To evaluate how Bio D® can help to mitigate the risk of TD, a statistical analysis was carried out with the help of Aviapp®, the broiler health platform* from Huvepharma®. The information used in the analysis originated in the United States and was shared anonymously by the users of the platform, compromising 6,418 broiler flocks in total. The statistical analysis evaluated the effects of supplementing broilers with Bio D® in the first 14 days of life, versus no additional 25-hydroxy vitamin D3, on the prevalence of TD.

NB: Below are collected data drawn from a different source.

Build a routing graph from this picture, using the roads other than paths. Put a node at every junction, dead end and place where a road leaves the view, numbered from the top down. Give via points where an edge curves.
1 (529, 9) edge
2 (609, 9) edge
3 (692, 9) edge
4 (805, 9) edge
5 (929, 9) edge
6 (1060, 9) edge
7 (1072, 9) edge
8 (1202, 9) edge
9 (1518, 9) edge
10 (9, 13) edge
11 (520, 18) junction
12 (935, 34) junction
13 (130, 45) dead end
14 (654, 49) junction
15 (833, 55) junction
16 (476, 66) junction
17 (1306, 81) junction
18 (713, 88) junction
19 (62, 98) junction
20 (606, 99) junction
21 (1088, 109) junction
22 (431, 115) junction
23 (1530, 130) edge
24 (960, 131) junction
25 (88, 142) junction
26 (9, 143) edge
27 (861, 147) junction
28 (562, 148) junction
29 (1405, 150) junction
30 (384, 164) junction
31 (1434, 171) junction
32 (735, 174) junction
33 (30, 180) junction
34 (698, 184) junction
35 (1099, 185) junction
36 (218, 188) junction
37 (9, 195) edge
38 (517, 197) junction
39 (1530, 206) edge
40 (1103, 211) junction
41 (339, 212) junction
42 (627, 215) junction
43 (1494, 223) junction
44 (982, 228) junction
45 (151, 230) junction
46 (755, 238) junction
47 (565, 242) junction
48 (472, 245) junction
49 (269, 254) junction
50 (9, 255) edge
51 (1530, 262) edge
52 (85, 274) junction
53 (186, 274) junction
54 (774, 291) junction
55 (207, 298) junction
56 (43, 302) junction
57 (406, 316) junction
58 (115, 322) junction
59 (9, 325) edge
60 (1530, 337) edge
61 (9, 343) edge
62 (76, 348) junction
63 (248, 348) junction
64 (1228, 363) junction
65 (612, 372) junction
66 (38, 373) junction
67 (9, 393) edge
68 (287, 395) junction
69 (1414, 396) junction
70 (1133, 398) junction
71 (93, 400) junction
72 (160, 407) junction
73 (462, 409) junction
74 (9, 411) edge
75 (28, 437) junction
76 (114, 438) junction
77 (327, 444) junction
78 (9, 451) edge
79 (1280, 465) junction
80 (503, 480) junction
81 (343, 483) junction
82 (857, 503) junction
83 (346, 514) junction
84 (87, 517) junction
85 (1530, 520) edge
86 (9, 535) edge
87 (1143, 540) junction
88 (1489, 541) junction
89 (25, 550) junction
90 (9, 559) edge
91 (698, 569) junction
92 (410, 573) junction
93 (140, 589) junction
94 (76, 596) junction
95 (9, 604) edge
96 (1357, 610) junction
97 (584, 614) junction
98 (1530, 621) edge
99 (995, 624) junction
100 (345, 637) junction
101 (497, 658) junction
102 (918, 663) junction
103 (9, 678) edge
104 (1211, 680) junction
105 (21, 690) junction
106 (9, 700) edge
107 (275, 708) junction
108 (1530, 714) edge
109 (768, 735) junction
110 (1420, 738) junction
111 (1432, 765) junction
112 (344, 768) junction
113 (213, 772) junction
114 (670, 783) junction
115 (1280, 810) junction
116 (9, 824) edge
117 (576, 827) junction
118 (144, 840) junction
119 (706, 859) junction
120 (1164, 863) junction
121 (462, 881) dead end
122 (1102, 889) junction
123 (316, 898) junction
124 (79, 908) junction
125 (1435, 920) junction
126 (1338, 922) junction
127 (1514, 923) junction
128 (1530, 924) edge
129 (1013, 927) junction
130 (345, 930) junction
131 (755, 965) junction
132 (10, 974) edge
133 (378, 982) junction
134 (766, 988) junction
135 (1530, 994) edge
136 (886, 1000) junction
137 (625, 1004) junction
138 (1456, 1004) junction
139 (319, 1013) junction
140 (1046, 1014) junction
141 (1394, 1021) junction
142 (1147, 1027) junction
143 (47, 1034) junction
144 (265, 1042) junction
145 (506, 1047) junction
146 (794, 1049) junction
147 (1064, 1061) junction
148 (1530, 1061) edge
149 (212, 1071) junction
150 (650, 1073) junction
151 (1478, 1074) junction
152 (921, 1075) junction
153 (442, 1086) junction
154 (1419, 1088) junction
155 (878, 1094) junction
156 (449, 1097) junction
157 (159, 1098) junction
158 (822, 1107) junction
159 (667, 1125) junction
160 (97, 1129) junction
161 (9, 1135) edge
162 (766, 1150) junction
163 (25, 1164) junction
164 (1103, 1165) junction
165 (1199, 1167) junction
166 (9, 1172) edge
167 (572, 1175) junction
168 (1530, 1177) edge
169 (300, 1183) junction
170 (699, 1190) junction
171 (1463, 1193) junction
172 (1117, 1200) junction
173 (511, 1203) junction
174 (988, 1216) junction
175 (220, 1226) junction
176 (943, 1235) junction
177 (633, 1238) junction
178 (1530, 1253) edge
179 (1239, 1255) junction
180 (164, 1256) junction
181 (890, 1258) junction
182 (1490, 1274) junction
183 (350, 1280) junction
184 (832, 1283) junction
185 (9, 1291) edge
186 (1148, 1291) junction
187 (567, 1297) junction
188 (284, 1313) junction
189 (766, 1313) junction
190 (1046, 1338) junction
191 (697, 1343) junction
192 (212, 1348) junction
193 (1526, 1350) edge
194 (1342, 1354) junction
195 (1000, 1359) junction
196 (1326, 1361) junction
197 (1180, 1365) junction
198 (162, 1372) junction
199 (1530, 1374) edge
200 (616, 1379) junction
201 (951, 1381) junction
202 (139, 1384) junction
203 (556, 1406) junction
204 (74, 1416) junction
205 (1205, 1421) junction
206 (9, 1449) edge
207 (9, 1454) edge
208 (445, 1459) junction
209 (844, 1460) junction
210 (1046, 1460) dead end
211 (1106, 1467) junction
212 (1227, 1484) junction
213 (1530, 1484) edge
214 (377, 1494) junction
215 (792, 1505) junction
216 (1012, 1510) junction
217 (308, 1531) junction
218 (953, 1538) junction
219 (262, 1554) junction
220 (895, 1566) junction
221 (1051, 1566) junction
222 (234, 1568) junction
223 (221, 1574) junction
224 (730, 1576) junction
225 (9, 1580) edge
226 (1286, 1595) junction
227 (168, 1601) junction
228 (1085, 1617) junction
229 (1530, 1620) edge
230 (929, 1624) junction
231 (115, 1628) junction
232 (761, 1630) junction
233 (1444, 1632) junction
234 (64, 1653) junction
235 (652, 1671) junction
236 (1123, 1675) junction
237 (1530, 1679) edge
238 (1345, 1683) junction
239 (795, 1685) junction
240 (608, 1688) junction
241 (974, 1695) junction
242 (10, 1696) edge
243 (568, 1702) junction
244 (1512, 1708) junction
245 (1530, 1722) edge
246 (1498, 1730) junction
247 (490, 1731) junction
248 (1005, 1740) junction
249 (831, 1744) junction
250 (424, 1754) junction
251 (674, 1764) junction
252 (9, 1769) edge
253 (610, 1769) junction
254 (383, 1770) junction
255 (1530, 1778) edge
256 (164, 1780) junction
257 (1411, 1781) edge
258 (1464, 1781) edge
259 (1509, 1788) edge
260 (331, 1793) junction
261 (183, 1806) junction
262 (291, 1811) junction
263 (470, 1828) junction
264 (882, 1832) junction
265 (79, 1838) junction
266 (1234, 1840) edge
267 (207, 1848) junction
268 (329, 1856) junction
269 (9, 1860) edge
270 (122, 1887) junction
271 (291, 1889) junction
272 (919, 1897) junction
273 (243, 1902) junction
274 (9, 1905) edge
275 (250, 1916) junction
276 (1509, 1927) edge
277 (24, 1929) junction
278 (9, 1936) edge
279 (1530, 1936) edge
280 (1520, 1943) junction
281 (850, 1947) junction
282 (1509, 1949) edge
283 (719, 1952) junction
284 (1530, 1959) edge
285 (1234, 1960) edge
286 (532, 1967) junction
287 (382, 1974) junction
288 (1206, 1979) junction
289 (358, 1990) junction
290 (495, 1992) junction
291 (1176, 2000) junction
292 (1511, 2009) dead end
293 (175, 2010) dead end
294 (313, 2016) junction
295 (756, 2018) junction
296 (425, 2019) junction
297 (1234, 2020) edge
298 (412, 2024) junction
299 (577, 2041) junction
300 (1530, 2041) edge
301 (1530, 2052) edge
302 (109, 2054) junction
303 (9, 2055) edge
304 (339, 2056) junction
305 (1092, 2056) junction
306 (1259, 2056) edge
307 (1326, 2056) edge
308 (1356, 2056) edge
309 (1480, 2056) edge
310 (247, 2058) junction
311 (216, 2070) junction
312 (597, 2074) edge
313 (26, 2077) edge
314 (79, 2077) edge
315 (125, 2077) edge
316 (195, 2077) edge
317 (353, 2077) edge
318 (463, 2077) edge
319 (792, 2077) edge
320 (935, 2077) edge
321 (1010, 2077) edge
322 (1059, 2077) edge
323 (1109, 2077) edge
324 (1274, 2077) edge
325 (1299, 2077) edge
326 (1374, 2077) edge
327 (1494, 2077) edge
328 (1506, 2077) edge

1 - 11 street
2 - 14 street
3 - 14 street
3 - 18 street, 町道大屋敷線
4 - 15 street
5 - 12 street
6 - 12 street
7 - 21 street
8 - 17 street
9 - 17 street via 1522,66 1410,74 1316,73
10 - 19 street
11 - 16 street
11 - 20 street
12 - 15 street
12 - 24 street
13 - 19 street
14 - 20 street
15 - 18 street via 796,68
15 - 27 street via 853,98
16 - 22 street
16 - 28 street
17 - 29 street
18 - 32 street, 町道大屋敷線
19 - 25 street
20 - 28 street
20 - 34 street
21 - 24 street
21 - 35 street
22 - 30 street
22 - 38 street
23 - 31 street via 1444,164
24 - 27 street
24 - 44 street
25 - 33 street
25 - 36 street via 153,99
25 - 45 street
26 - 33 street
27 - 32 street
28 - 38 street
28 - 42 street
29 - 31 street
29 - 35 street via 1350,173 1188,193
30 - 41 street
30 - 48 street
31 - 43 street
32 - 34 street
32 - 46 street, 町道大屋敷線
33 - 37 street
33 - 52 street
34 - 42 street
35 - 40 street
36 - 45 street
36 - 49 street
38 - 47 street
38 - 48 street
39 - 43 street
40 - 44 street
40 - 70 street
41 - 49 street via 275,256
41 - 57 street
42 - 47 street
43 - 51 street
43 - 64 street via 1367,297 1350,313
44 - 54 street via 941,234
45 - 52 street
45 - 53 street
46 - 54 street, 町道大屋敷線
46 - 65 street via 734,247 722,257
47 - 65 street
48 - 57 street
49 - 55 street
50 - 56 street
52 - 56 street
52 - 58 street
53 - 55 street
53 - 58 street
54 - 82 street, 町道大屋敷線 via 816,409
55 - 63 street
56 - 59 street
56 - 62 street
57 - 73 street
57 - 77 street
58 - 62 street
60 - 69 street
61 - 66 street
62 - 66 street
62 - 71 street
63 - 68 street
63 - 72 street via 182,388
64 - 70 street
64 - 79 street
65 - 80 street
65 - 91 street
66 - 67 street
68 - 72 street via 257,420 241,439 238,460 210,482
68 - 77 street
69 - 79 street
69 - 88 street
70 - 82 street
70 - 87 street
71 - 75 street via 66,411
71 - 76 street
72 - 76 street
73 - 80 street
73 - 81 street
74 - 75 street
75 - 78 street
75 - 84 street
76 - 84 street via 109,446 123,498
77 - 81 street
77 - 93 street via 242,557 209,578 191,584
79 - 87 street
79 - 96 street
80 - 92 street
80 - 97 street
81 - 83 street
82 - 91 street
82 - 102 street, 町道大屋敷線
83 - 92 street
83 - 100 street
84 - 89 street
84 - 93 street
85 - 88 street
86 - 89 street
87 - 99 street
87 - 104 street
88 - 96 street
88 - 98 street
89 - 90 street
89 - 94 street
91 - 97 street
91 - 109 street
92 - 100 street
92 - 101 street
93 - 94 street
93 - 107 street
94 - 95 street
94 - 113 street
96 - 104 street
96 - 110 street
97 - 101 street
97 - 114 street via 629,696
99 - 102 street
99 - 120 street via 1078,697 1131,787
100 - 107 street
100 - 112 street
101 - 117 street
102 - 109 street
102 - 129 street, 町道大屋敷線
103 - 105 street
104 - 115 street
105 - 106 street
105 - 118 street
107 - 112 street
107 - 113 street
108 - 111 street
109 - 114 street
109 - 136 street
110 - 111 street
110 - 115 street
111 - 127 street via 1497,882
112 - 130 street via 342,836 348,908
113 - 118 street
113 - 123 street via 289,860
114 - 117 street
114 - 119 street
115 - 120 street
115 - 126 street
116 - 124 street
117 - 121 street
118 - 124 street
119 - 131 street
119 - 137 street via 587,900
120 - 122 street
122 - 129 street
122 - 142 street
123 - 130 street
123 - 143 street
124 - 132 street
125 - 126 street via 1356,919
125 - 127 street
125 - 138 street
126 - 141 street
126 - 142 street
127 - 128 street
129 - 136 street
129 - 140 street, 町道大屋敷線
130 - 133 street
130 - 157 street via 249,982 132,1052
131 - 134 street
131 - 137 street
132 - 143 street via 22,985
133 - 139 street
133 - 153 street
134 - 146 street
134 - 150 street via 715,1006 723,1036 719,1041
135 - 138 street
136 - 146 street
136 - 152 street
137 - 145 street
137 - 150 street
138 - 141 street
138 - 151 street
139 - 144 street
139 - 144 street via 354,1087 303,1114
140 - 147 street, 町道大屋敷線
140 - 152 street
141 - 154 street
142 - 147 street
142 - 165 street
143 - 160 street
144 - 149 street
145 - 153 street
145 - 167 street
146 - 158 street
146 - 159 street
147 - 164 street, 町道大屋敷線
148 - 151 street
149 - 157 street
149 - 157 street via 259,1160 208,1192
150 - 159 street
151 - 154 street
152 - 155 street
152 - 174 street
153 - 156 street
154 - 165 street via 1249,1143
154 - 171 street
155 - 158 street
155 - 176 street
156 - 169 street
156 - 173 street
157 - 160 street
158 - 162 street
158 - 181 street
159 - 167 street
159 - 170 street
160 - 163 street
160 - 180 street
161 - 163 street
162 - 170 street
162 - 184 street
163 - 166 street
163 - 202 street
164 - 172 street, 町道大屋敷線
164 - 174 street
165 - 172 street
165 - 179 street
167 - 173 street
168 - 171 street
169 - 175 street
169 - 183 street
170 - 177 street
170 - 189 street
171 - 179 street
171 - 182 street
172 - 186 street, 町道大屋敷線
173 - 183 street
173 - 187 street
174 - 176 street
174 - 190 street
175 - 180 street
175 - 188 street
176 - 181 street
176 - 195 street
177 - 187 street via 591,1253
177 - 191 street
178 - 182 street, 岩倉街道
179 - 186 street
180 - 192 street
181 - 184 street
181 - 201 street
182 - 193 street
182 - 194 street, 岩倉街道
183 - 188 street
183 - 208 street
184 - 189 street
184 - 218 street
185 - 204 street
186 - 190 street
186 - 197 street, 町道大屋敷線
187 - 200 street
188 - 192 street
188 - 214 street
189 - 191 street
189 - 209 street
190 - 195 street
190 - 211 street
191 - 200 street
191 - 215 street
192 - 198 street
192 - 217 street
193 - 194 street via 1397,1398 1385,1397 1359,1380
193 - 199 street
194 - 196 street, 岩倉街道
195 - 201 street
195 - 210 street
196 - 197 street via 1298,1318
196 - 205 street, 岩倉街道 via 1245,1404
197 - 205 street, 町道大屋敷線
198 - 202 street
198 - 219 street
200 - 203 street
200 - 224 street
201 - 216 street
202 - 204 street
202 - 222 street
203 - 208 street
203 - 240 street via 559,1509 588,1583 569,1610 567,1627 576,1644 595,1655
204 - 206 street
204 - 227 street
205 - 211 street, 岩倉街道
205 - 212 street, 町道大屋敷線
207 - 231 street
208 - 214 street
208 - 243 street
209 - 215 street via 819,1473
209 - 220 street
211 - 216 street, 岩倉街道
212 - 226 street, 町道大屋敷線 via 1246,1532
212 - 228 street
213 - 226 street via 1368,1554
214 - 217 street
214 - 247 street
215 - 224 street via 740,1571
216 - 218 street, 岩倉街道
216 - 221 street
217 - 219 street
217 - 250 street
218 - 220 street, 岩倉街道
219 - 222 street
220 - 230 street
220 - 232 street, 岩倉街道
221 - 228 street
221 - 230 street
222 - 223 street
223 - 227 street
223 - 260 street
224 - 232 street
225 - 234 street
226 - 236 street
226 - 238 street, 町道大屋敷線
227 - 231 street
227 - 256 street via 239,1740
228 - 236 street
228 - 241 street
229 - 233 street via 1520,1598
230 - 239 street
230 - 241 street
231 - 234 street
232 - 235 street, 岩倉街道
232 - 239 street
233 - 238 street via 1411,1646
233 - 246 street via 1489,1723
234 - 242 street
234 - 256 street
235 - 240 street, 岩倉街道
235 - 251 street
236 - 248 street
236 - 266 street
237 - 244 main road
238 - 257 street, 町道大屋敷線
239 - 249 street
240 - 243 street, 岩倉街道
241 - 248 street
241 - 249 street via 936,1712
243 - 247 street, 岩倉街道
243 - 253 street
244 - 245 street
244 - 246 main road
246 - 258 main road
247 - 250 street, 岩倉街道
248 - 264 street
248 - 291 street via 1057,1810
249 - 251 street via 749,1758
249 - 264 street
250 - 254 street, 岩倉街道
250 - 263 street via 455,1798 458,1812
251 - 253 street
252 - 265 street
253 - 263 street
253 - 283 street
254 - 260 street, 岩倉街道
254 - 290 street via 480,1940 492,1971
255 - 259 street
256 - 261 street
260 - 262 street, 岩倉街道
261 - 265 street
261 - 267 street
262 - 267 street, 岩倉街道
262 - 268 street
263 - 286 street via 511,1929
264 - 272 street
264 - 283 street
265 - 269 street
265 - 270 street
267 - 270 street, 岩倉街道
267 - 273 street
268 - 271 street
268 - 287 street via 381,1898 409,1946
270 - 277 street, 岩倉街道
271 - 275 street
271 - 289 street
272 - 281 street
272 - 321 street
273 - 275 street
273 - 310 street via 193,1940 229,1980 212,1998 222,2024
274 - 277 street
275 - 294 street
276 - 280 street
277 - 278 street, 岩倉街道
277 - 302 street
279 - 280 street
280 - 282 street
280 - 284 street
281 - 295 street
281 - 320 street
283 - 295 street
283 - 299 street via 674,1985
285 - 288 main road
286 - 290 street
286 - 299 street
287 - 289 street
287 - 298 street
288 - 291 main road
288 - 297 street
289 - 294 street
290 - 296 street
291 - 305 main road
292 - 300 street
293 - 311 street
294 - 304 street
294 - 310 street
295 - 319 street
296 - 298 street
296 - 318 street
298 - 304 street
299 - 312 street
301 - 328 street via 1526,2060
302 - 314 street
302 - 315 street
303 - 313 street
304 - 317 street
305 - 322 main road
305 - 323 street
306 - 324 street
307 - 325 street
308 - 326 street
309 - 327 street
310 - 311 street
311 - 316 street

Flocks in the control group (1,255 flocks) were fed a standard basal diet with no additional 25-hydroxy vitamin D3 supplementation in any of the feed phases. Flocks in the Bio D® group (5,163 flocks) were also fed a standard basal diet but supplemented with Bio D® in the first 14 days of life, equal to 34 μg 25-hydroxy vitamin D3 per kg of feed. Animals from both treatment groups were evaluated for the presence of TD during standard scoring sessions, spread out over the full production cycle. Data was uploaded to Aviapp® and analysed based on odds ratios, adjusted for age of the flock as well as the supplementation of Bio D®, with a significance of P<0.05.
Based on this statistical analysis, inclusion of Bio D® during the first 14 days of life significantly reduced the TD prevalence in general, showing an overall odd ratio of 1.863 (P<0.001; Figure 1). This odds ratio indicates that compared to no 25-hydroxy vitamin D3 supplementation, adding Bio D® to the diet in the first 14 days of life translates to a significantly reduced risk of TD by almost 50%. For example, at the observed peak around 40 days of age, TD prevalence in the non-supplemented group was 8.1%, compared to only 4.5% in the Bio D® supplemented group. As TD remains an important issue in modern poultry production, this analysis showcased how Bio D® can help to manage the challenge.
The above highlights the benefit of including a vitamin D source in the feed, with both research and practical considerations pointing towards 25-hydroxy vitamin D3 as the most interesting form available. When deciding which 25-hydroxy vitamin D3 should be used, Bio D® offers a great solution, combining optimal bioavailability, stability and efficacy in one product.
*Data can be collected and uploaded to the platform, allowing users to anonymously benchmark their own operation with the respective country average, but only if they want to: users remain the owner of their data and decide what, how and if they want to share any information.